DATE:  July 20, 2020     CATEGORIES:  Classes

Member and Jewelry Instructor Ilana Krepchin (center) quickly joined Artisan’s PPE production efforts, including shield making.

The smell of sawdust, the heat of a blow torch, the buzz of a table saw—these elements have been missing from our facilities since the State of Massachusetts issued its stay at home order in March. Now as the state slowly reopens, Artisan’s Asylum is examining how we can resume in-person classes safely while still providing a quality, hands-on experience. 

We will welcome back students for classes on Aug. 1. And those familiar with our classes will spot many changes—all carefully implemented to prevent the spread of COVID-19 and keep everyone on site safe. Artisan’s Reopening Team (ART) has closely examined data and guidelines from the CDC and the State of Massachusetts to develop comprehensive protocols. 

Although everyone is anxious and excited to get back to learning and making, instructor and member Ilana Krepchin notes that Artisan’s Asylum is taking safety and reopening very seriously. “It has to be safe, or else we won’t [reopen],” she says.

Ilana has been volunteering for ART since May. She also serves as our Jewelry Shop lead and works as an elected official on Somerville’s School Committee. Ilana has also been an essential of Artisan’s PPE production teams during the months the Asylum was closed to the public. Her unique perspectives within the Asylum and commitment to community make her a natural fit for the committee and an important asset. “I’m always willing to help,” says Ilana. “I’m always willing to listen and distill [information] to what ideas make sense.”

CLASSES 
For classes, many of the changes include cleaning shared-tools between student use, continually disinfecting workspaces and social distancing. “Our large, 42,000 sq. ft. space helps with social distancing,” Ilana says. “We also have a lot of creative and smart members who jump in to solve problems when needed.”  

One of the most important changes to classes will be fewer students per class. “The main thing, I think, is limited numbers [of students],” she says. “I’m also figuring out the flow [for each class]. Most of what people make is done at an individual bench, but there are also tools in other parts of the studio they need to use. So figuring out the flow of how to get people to move around and use those tools [while social distancing] is important.” 

Artisan’s has face masks and face shields available to students who would like to purchase additional personal protective equipment.

Although some risk is associated with being indoors, Ilana points out that good ventilation within the facility will help decrease potential exposure to COVID-19. But as an extra precaution, class length will also be shorter. “As a goal, I’m trying to think of a way [to have classes] limited to two hours,” she says.  

Ilana volunteered for the gown team during the Covid-19 PPE shortage crisis.
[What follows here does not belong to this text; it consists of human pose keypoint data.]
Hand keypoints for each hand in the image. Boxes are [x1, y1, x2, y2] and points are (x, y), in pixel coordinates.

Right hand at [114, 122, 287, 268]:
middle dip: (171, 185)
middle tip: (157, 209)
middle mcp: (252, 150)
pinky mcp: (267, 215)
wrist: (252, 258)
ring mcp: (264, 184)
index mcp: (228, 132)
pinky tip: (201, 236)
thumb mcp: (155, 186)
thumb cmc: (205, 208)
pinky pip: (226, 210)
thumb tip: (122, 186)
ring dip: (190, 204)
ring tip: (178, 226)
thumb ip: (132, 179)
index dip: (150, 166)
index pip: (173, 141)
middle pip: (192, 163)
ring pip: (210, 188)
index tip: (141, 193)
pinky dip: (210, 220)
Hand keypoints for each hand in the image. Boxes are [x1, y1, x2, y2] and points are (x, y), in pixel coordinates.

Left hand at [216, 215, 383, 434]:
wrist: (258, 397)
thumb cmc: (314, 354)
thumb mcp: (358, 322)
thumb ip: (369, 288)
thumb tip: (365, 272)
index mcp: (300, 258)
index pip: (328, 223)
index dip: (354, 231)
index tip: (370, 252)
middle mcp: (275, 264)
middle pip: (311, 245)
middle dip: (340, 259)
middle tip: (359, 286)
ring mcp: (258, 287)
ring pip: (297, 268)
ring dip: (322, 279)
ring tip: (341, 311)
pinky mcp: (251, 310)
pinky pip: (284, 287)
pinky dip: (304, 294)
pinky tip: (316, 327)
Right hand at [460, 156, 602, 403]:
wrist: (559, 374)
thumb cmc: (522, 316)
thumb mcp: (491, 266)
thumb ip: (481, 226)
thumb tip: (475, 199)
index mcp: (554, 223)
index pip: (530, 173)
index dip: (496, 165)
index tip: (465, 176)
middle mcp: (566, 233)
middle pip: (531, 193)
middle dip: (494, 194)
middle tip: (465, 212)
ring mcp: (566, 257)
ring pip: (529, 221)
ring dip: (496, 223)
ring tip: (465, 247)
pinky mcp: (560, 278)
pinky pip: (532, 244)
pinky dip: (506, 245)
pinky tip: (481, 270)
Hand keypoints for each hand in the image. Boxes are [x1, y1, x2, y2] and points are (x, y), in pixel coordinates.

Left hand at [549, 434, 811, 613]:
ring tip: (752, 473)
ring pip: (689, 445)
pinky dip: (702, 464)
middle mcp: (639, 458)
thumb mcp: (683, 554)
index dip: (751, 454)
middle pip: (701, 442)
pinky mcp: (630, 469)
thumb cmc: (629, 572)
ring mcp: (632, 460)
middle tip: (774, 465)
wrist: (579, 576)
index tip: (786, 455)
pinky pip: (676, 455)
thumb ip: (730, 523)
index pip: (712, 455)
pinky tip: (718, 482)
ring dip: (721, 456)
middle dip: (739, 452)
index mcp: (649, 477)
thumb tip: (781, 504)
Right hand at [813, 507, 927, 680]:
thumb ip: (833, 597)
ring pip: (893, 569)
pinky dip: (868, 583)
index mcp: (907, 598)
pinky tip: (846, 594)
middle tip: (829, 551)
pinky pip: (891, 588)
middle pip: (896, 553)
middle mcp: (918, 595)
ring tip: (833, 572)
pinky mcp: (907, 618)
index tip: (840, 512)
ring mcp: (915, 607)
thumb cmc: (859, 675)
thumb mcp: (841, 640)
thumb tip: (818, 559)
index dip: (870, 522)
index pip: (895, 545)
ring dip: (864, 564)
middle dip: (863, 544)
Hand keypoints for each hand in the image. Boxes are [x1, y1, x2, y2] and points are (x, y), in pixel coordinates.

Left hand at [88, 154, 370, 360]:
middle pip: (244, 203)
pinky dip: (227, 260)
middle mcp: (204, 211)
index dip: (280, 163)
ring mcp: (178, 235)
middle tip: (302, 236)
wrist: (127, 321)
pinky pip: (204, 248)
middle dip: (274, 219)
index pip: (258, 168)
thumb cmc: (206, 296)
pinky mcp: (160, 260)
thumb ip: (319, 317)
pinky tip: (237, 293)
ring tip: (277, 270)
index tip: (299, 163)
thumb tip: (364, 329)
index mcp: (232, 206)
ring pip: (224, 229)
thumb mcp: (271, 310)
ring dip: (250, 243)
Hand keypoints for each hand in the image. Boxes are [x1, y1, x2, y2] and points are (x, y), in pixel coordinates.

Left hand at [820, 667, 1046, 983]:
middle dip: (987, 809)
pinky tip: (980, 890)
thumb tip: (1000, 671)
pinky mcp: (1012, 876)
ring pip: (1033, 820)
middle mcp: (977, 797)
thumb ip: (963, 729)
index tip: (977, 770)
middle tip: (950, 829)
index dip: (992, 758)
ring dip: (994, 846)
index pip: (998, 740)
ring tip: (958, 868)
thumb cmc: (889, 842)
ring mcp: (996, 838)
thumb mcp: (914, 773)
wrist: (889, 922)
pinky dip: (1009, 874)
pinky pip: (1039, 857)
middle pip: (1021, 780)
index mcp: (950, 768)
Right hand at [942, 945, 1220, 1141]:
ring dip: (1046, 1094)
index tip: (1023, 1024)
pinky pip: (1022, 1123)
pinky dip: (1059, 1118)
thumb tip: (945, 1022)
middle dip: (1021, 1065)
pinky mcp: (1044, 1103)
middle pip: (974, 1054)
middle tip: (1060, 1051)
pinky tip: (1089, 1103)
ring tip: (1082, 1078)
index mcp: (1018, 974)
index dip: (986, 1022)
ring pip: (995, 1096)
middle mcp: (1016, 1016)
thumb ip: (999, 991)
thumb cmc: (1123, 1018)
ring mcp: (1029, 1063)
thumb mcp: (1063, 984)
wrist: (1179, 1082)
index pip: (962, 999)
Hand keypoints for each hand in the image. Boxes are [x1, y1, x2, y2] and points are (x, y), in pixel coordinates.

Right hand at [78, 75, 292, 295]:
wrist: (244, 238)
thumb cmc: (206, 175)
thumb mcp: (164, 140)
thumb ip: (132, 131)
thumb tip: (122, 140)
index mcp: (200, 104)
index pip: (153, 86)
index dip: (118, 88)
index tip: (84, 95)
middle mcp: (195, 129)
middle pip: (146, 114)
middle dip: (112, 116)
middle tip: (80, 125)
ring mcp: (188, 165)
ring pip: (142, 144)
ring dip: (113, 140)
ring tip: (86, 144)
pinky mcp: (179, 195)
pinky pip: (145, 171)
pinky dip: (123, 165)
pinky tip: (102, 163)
Here she drills thumb holes in isolation gowns distributed locally.

Instructors are also brainstorming new ideas to maintain social distancing during in-class demonstrations, such as live video streaming during class. Ilana says, “It’s something that needs to be ironed out, but the idea is to keep people separated and from gathering around instructors [for demonstrations].”

In the weeks and months to come, Ilana looks forward to teaching one of her favorite classes: how to anodize titanium. “It’s fairly quick to learn and gives instant results, which is very satisfying,” she says. “It’s also fun to see how different each student’s results are.”

SAFETY CONCERNS
Everyone in the Artisan’s community has been affected by the pandemic and recent events differently. Ilana, who’s husband is also a nurse, notes that no one in her family has become sick. “So I feel, in some ways, super lucky. … But I worry about everything,” she says. 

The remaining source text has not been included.